Dans les jours qui suivent, les observateurs tenteront de comprendre comment un site parmi les mieux protégés en Algérie a pu être attaqué avec une facilité déconcertante et comment une poignée de terroristes ont pu enlever des expatriés et prendre possession d’une base de vie et d’un complexe industriel ! Nous savons qu’il y a deux types de sécurité : la première, confiée aux forces militaires, concerne l’extérieur des sites industriels ; la seconde, intra-muros, est gérée par des sociétés privées appartenant généralement à des officiers en retraite. Nous savons qu’il est difficile, voire impossible de circuler dans toute la région sans titre de passage délivré par les autorités militaires. Pour aller dans ces zones pétrolières, plusieurs de nos collègues ou amis rendant visite à leurs familles, se sont vu obligés de solliciter ces documents.
On peut légitimement se poser des questions sur la présence de plusieurs voitures bourrées de terroristes et d’explosifs dans les parages de ce site hyper-protégé ! Il y a visiblement défaillance et il faudrait consolider la sécurité par le renforcement des contrôles et l’installation de barrages fixes. Au nord, nous sommes souvent contrariés par la présence de dizaines de barrages sur des tronçons très courts. N’est-il pas temps d’alléger ces dispositifs vigilants et intraitables sur une ampoule rouge grillée ou deux kilomètres de plus par rapport à la limite autorisée, pour mettre le maximum d’obstacles sur les routes du Sud et celles proches des frontières ?

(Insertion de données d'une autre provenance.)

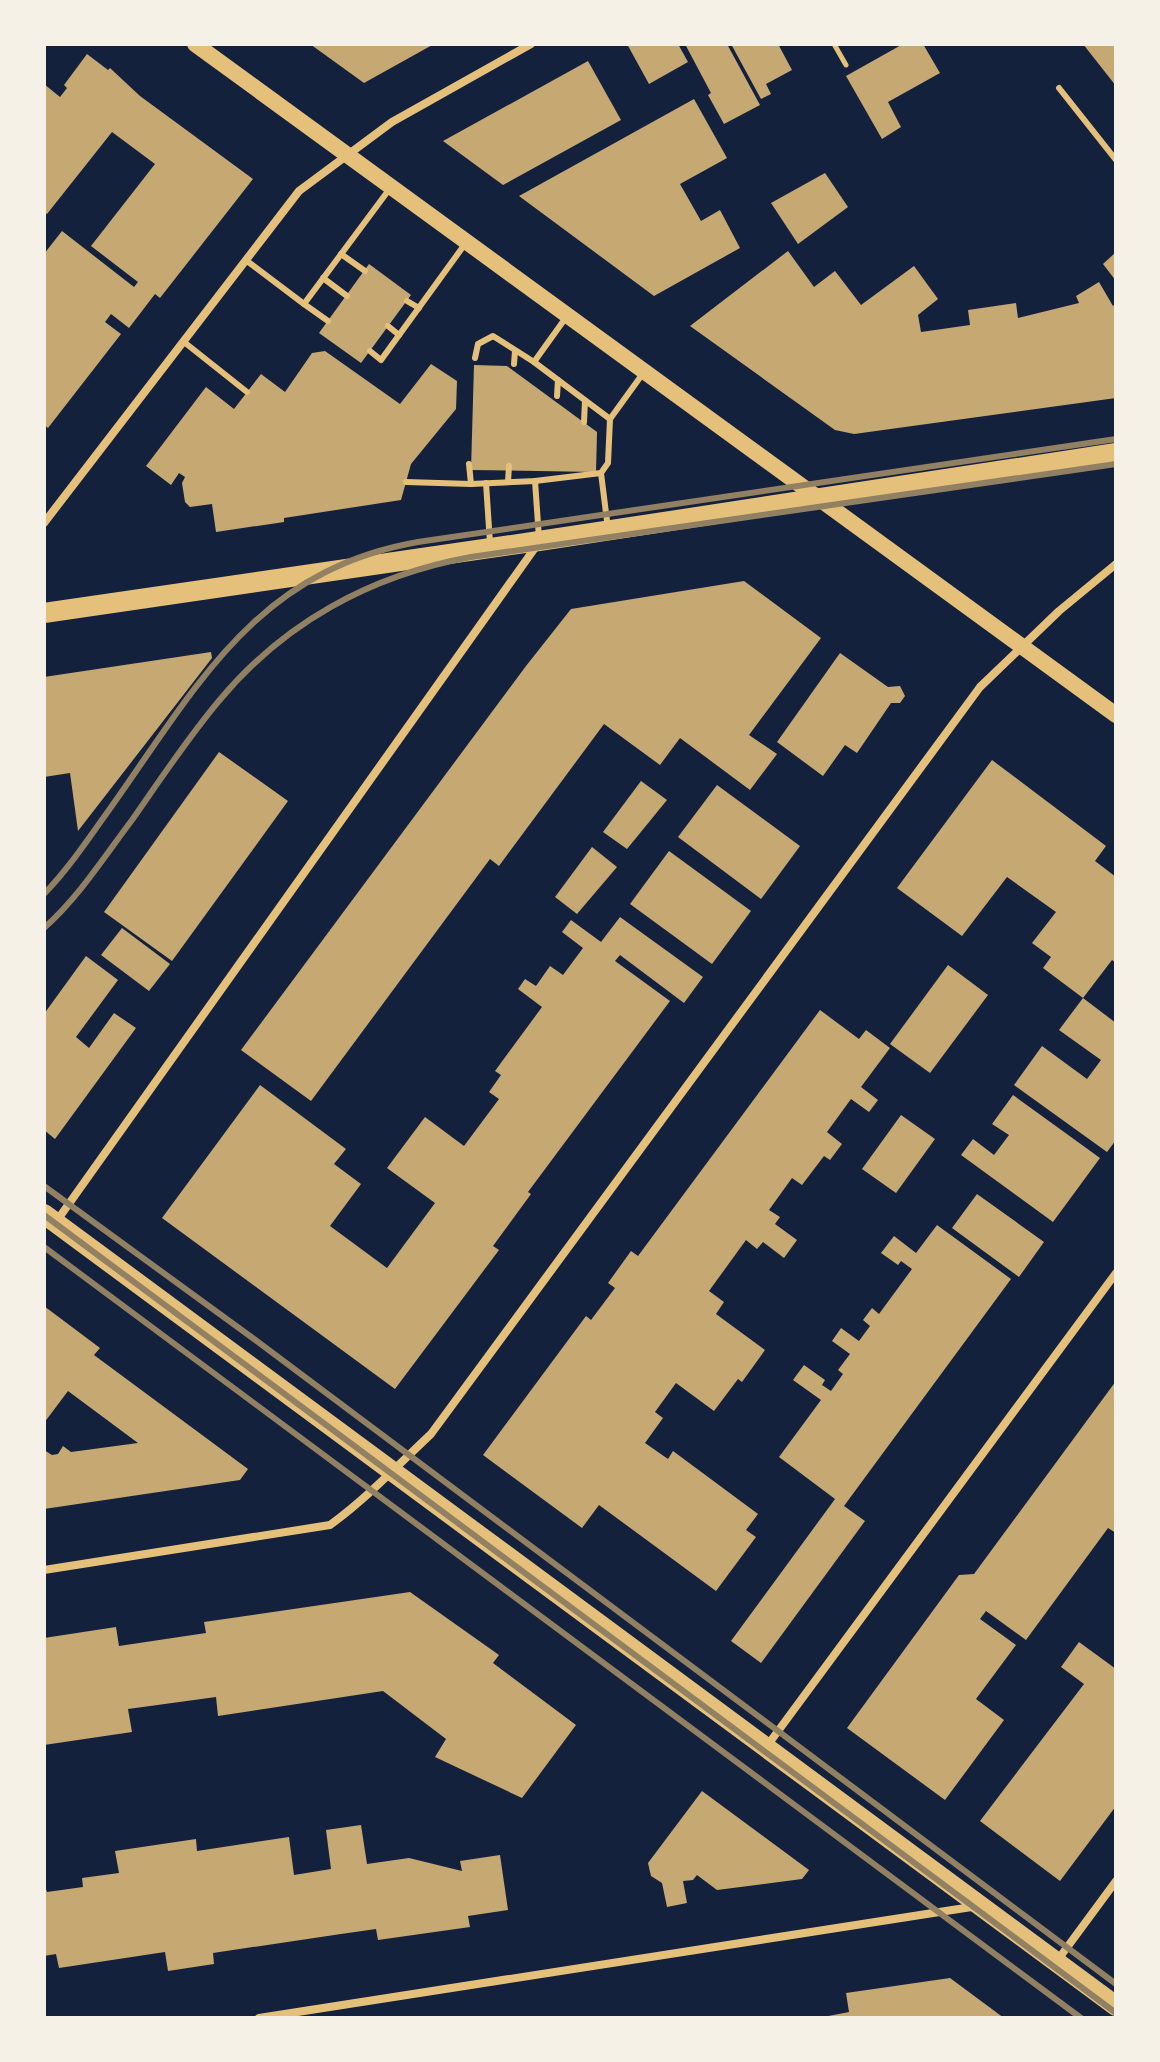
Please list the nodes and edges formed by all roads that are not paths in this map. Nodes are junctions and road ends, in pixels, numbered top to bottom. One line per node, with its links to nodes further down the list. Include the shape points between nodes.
1 (195, 44): 4 (main road)
2 (531, 44): 4 (street, via 392,122)
3 (1059, 88): 5 (lane)
4 (347, 155): 6 (main road); 9 (street, via 299,191)
5 (1116, 160)
6 (391, 187): 7 (main road); 8 (lane)
7 (466, 242): 15 (lane); 16 (main road)
8 (341, 254): 10 (lane); 11 (lane)
9 (247, 261): 14 (lane); 20 (street)
10 (365, 271)
11 (323, 278): 12 (lane); 14 (lane)
12 (347, 296)
13 (407, 301): 15 (lane)
14 (304, 304): 17 (lane)
15 (419, 308): 19 (lane)
16 (567, 316): 24 (lane); 26 (main road)
17 (328, 321)
18 (388, 326): 19 (lane)
19 (399, 335): 21 (lane, via 381,360)
20 (184, 342): 28 (lane); 45 (street)
21 (370, 351)
22 (515, 351): 23 (lane, via 493,336 478,344); 24 (lane); 25 (lane)
23 (475, 358)
24 (534, 362): 27 (lane)
25 (514, 364)
26 (644, 372): 31 (lane); 44 (main road)
27 (558, 379): 29 (lane); 30 (lane)
28 (247, 392)
29 (557, 396)
30 (585, 401): 31 (lane); 32 (lane)
31 (610, 419): 37 (lane, via 608,463)
32 (584, 422)
33 (1116, 453): 44 (main road)
34 (469, 464): 43 (lane)
35 (509, 466): 41 (lane)
36 (554, 467): 38 (lane)
37 (601, 473): 38 (lane); 46 (lane)
38 (554, 478): 39 (lane)
39 (535, 481): 41 (lane); 47 (lane)
40 (406, 482): 43 (lane)
41 (508, 482): 42 (lane)
42 (486, 483): 43 (lane); 48 (lane)
43 (471, 484)
44 (816, 498): 46 (main road); 51 (main road)
45 (44, 523)
46 (609, 530): 47 (main road)
47 (539, 541): 48 (main road); 53 (street)
48 (491, 548): 50 (main road)
49 (1116, 564): 51 (street)
50 (44, 613)
51 (1021, 648): 52 (main road); 55 (street, via 980,687 431,1434)
52 (1116, 715)
53 (50, 1218): 55 (main road)
54 (1116, 1273): 57 (street)
55 (392, 1471): 56 (street, via 330,1525); 57 (main road)
56 (44, 1570)
57 (766, 1747): 59 (main road)
58 (1116, 1881): 60 (street)
59 (981, 1906): 60 (main road); 62 (street)
60 (1056, 1962): 61 (main road)
61 (1116, 2006)
62 (259, 2018)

Quant à la surveillance des sites eux-mêmes, tout est à revoir. Les sociétés chargées de ce travail ne sont pas toutes d’un bon niveau. Et, en attendant de savoir exactement ce qui s’est passé, il y a lieu de revoir entièrement ce système à base de copinage et de compromissions. On peut comprendre que l’on puisse fermer les yeux sur la qualité des services administratifs ou de gestion des « bases de vie », mais manquer de vigilance en matière de sécurité est impardonnable !
Il faut impliquer les forces publiques dans la gestion de cette sécurité intérieure. Pour le moment, c’est le seul moyen de garantir l’inviolabilité des lieux et de rassurer les sociétés étrangères. Puisqu’on ne peut pas autoriser les sociétés occidentales de gardiennage à armer des spécialistes expatriés, il vaut mieux que l’Etat reprenne la surveillance intramuros. Du moins, dans une phase transitoire, en attendant que l’on fasse le ménage dans le secteur.
Enfin, il est certain que l’opération d’In Aménas va déplacer certaines lignes de démarcation sur les plans politique et idéologique. Le pouvoir actuel, jugé trop permissif avec l’islamisme et qui a libéré des terroristes recyclés depuis, à coups de milliards, dans le commerce, va devoir revoir sa ligne. Il ne s’agit pas de revenir sur la politique de réconciliation nationale qui a permis à de nombreux terroristes de rompre définitivement avec les groupes armés, comme il n’est plus possible d’interdire les partis islamistes modérés qui disent agir dans un cadre démocratique.
Ce qui est demandé dans la phase actuelle est d’intensifier la lutte anti-terroriste, de surveiller les éléments libérés qui sont susceptibles de rejoindre le maquis et de revoir entièrement les programmes scolaires qui doivent s’ouvrir davantage sur le monde extérieur, les langues, la science et la technologie. Il est nécessaire aussi de lancer un plan spécial pour l’emploi des jeunes (pas les contrats bidon, mais de véritables emplois dans les secteurs productifs) et une politique des loisirs qui puiserait dans les budgets colossaux des festivals et des inutiles « années de... », les financements nécessaires à une vie culturelle « normale ».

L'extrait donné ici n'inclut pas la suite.